WORK REQUIRED: Each record should be given again exactly as it appears, with no image included.

STORED DATA:
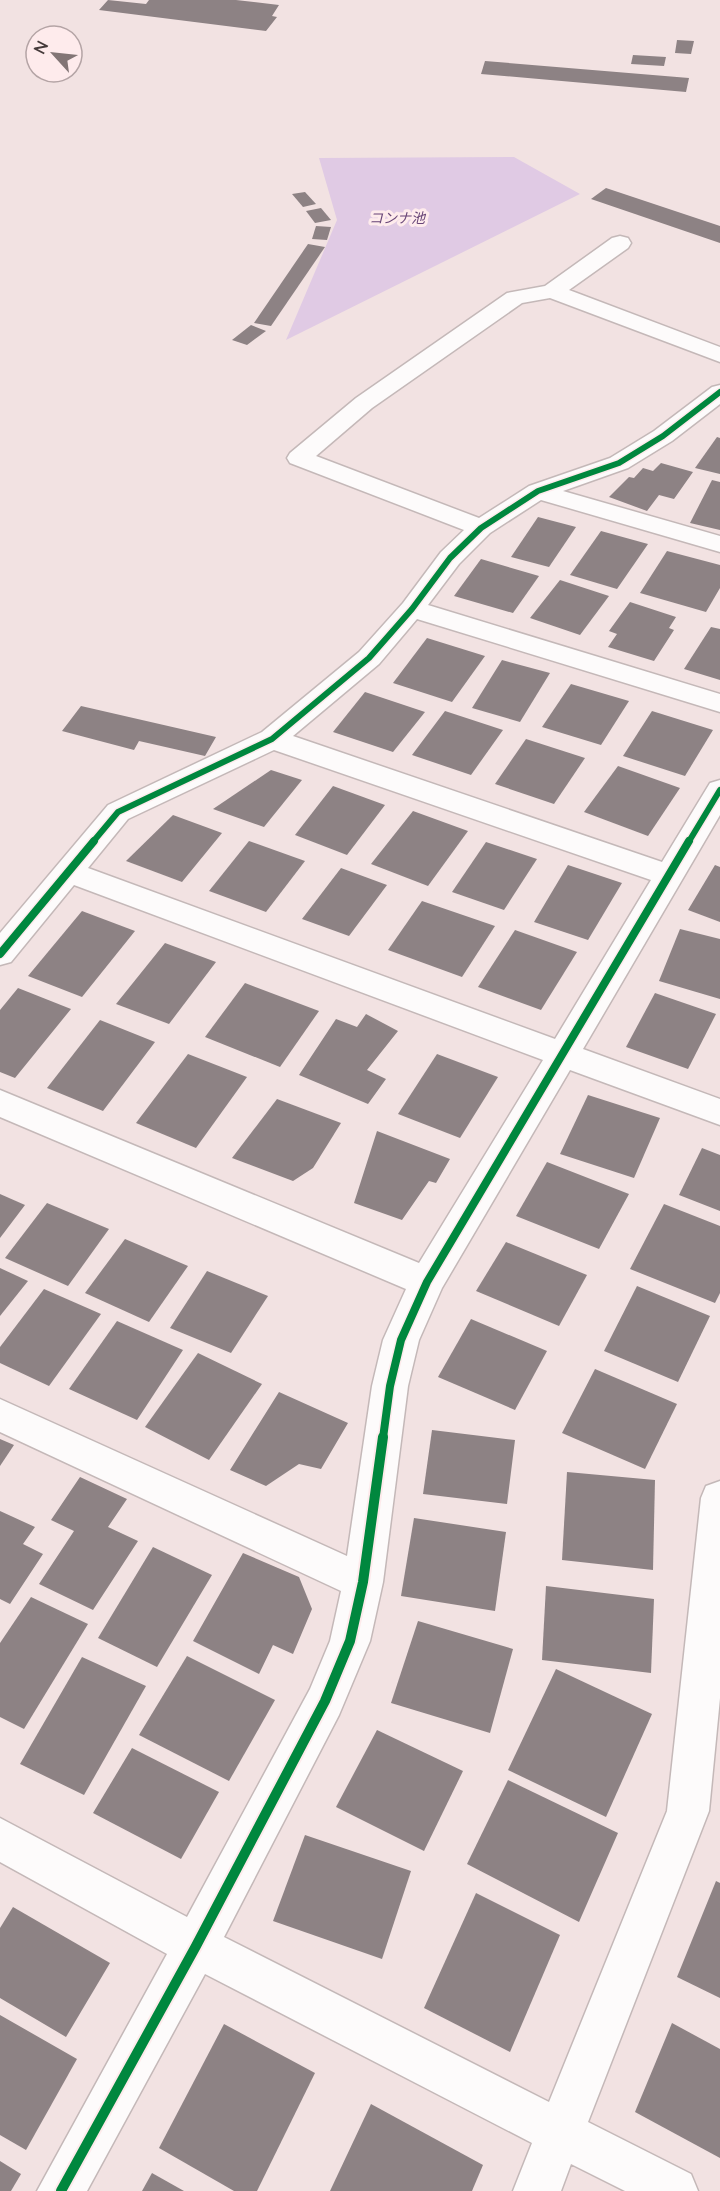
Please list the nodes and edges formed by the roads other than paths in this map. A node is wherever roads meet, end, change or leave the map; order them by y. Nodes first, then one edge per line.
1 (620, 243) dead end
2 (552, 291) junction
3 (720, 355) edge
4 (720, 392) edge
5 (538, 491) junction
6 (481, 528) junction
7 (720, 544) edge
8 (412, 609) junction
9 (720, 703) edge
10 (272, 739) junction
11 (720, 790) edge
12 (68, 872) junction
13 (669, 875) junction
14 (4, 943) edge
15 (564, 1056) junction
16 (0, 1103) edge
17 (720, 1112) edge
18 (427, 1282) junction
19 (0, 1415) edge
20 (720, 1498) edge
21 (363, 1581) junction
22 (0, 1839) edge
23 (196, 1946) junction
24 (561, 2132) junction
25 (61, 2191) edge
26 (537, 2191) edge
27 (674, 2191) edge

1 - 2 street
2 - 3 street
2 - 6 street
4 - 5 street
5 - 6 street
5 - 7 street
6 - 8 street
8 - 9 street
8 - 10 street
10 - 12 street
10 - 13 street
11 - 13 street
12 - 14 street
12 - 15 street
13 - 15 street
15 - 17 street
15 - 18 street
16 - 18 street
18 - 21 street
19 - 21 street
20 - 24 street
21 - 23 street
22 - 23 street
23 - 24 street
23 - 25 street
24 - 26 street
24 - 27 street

RESPONSE TO THE EXERCISE:
Please list the nodes and edges formed by the roads other than paths in this map. A node is wherever roads meet, end, change or leave the map; order them by y. Nodes first, then one edge per line.
1 (620, 243) dead end
2 (552, 291) junction
3 (720, 355) edge
4 (720, 392) edge
5 (538, 491) junction
6 (481, 528) junction
7 (720, 544) edge
8 (412, 609) junction
9 (720, 703) edge
10 (272, 739) junction
11 (720, 790) edge
12 (68, 872) junction
13 (669, 875) junction
14 (4, 943) edge
15 (564, 1056) junction
16 (0, 1103) edge
17 (720, 1112) edge
18 (427, 1282) junction
19 (0, 1415) edge
20 (720, 1498) edge
21 (363, 1581) junction
22 (0, 1839) edge
23 (196, 1946) junction
24 (561, 2132) junction
25 (61, 2191) edge
26 (537, 2191) edge
27 (674, 2191) edge

1 - 2 street
2 - 3 street
2 - 6 street
4 - 5 street
5 - 6 street
5 - 7 street
6 - 8 street
8 - 9 street
8 - 10 street
10 - 12 street
10 - 13 street
11 - 13 street
12 - 14 street
12 - 15 street
13 - 15 street
15 - 17 street
15 - 18 street
16 - 18 street
18 - 21 street
19 - 21 street
20 - 24 street
21 - 23 street
22 - 23 street
23 - 24 street
23 - 25 street
24 - 26 street
24 - 27 street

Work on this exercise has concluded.